Este Florentino, o este Alberto, está oyendo un noticiario cuando llegamos a su casa. Es un transistor minúsculo, de color rojo, con el que tiene una rivalidad a muerte el gallo de Florentino, un gallo blanco, con pintas de color miel, que contesta con estridentes quiquiriquís cada ráfaga musical del programa radiofónico. Cuatro gallinas arreboladas miran, a cada envite, al altivo dueño de este pardo serrallo.

-No, el gallo no le mato, no sea que salga alguna gallina clueca.

Frente a la casa dormita una galga joven. Se llama Culebra, y lleva en su cara la tristeza de quien apenas ha visto otro animal de su especie, la cara que debía tener Robinsón Crusoe antes de que llegara Viernes.

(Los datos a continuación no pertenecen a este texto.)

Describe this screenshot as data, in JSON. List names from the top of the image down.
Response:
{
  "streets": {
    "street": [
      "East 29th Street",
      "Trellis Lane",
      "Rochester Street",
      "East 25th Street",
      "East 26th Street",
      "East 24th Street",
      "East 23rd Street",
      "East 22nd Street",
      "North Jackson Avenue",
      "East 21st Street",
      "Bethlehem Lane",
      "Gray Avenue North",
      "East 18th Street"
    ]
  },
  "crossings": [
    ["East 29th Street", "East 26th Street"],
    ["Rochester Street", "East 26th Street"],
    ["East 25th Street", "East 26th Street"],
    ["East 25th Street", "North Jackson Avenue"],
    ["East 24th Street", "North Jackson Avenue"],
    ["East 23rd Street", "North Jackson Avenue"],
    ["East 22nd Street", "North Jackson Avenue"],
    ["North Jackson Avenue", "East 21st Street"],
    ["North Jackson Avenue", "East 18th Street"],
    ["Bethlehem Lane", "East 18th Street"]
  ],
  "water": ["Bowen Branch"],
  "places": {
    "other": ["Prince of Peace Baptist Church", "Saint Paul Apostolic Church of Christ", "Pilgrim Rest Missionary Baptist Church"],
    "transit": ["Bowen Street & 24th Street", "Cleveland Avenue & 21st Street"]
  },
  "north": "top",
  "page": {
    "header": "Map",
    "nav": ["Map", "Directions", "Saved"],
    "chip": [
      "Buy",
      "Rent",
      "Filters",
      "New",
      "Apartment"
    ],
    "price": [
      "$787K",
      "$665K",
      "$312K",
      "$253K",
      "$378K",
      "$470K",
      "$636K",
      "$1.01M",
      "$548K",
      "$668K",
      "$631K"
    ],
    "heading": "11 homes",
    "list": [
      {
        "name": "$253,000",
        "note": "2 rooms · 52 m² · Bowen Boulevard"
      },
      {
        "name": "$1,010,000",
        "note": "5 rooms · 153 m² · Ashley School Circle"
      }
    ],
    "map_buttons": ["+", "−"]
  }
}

-Sácame una con la galga, tú -dice al fotógrafo.

-Tiene que bajarla usted a Belorado, a que le salga un novio.

Ríe Florentino y pasa su mano por la cabeza de la perra. Florentino va a Belorado de cuando en cuando, a hacer sus compras. Baja andando los 15 kilómetros del camino.

-¿Usted no ha tenido novia?

-Dos. La Andrea y la Pepa.

-¿Y qué fue de ellas?

-En Logroño creo que andan. Las dos, casadas.

Logroño, Bilbao, Briviesca, Belorado, Burgos. Por ahí andan los antiguos habitantes de este Castil de Carrias que agoniza. A todos los echó el agua, la ausencia de agua. Que aquí no hay manantial ni caudal cercano.

-Yo lo cojo del cielo.

De los pueblos cercanos vienen los arrendatarios a labrar las tierras de los lejanos emigrantes. Cebada, un poco trigo. Esos escasos días, el viento trae a Florentino González el ruido de los tractores y el hombre se esconde en su casa y no asoma hasta que el visitante ha marchado.

"Bueno, vamos a dar una vuelta al pueblo", dice Florentino González, y coge su cachaba y se ajusta la vieja gorra de cuadros para que el viento no se la lleve. "Esa cochera es de Tasio, ¿no le conocerá usted?, que era guardia. Eso hundido fue una ermita. Esa casa con antena de televisión y visillos en la ventana es de unos que están en Bilbao y vienen de cuando en cuando".

Alcalde y alcaldado

Florentino nació aquí, en la misma casa donde hoy vive, donde siempre ha vivido. No fue a la mili. Sólo sale del pueblo para visitar a una hermana casada que vive en Burgos. Siembra un poco cebada, come los huevos de sus gallinas, pasea el pueblo día y noche con su galga Culebra.

-¿Miedo? No, aquí no viene nadie.

-¿Y no se aburre?

-Qué va, hombre, qué va.

-¿Qué hace si se pone enfermo?

-Me iría a Belorado. Pero estoy sano como una manzana.

En una pequeña plaza, frente a la iglesia, hay una fuente recién hecha, una fuente sin agua, una fuente a la que algún día quizá llegue un chorrito y, con él, algún vecino nuevo al solitario lugar. Pero lo del agua va para largo. Los de Carrias no quieren que se haga la toma de la conducción que ellos han costeado.

-Esta es la escuela.

Es un bajo e un edificiode dos plantas, un local donde se apiñan pupitres rotos y tinteros no menos rotos.

-¿Cuántos años hace que no hay chicos.?

-¡Mecal

Un pequeño rayo de luz que entra por una ventana corta, como un cuchillo, una espesa nube de polvo.

"Y arriba está el ayuntamiento", dice este alcalde de sí mismo, este alcalde sin bandos ni presupuesto, este alcalde que no tiene que mediar en las pequeñas rencillas de sus convecinos por la sencilla razón de que hace ocho años que no hay convecinos. Florentino es un hombre extraño del que nunca se sabe cuándo desvaría y cuándo miente, un hombre que se sienta temprano en la solana de la iglesia para ver pasar el cadáver de su enemigo, el tiempo.